Dalam pertempuran yang tidak seimbang di Karbela, sebuah daerah di dekat Kufah,
tentara Husein kalah dan Husein sendiri mati terbunuh. Kepalanya dipengal dan
dikirim ke damaskus, sedang tubuhnya dikubur di Karbela.[5]
2.
Sistem
pemerintahan Dinasti Umayyah
Sosok Muawiyah ibn Abi Sufyan yang cerdas dan cerdik.
Seorang politisi ulung dan seorang negarawan yang mampu
membangun peradaban besar melalui politik kekuasaannya. Ia pendiri sebuah
dinasti besar yang mampu bertahan selama hampir satu abad. Dia lah pendiri
Dinasti Umayyah, seorang pemimpin yang paling berpengaruh pada abad ke 7 H. Di tangannya, seni
berpolitik mengalami kemajuan luar biasa melebihi tokoh-tokoh muslim lainnya.

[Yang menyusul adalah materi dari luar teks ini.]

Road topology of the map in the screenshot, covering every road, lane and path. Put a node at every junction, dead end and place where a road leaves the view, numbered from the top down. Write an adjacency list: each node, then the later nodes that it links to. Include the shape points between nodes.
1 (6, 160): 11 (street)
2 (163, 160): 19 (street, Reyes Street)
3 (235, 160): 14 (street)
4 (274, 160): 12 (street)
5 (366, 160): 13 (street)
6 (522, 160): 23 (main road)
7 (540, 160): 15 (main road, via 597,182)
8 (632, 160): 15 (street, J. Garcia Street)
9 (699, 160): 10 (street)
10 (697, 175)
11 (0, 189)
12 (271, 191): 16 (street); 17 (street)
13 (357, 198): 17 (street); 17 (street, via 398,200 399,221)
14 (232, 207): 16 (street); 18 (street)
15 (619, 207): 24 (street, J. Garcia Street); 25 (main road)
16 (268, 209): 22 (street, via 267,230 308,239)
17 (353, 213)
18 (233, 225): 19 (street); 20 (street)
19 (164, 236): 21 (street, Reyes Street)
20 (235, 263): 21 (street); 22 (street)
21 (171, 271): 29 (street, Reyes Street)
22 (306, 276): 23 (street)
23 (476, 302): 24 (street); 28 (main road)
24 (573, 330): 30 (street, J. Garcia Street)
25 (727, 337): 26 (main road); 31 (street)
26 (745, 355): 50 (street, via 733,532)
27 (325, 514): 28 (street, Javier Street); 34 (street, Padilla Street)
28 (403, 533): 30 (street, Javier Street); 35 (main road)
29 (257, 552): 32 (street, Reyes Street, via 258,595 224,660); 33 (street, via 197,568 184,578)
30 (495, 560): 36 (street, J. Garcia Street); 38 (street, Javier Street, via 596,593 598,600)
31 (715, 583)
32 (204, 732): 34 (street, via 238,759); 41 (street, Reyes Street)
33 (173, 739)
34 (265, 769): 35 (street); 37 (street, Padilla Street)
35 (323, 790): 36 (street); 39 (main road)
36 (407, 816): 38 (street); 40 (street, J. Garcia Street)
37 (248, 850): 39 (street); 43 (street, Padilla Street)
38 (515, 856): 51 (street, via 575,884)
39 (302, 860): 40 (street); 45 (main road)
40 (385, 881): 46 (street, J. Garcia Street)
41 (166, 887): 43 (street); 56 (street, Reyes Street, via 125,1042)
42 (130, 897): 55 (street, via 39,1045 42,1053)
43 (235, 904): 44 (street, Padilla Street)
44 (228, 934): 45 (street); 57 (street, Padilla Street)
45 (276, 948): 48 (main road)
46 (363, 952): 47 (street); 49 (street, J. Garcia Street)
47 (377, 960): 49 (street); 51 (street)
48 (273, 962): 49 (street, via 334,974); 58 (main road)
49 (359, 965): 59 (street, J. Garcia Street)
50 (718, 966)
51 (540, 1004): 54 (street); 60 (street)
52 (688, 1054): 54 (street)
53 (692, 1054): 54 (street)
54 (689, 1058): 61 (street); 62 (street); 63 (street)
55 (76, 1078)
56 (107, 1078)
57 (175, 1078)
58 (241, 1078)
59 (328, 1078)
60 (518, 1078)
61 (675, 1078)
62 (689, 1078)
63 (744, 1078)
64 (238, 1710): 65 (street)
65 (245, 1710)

Baginya, politik adalah senjata maha dahsyat untuk mencapai ambisi
kekuasaaanya. Ia wujudkan seni berpolitiknya dengan membangun Dinasti Umayyah.
Gaya dan corak kepemimpinan pemerintahan Bani
Umayyah (41 H/661M) berbeda dengan kepemimpinan masa-masa sebelumnya yaitu masa
pemerintahan Khulafaur Rasyidin. Pada masa pemerintahan Khulafaur Rasyidin
dipilih secara demokratis dengan kepemimpinan kharismatik yang demokratis
sementara para penguasa Bani Umayyah diangkat secara langsung oleh penguasa
sebelumnya dengan menggunakan sistem Monarchi Heredities, yaitu kepemimpinan
yang di wariskan secara turun temurun. Kekhalifahan Muawiyyah diperoleh melalui
kekerasan, diplomasi dan tipu daya, tidak dengan pemilihan atau suara terbanyak.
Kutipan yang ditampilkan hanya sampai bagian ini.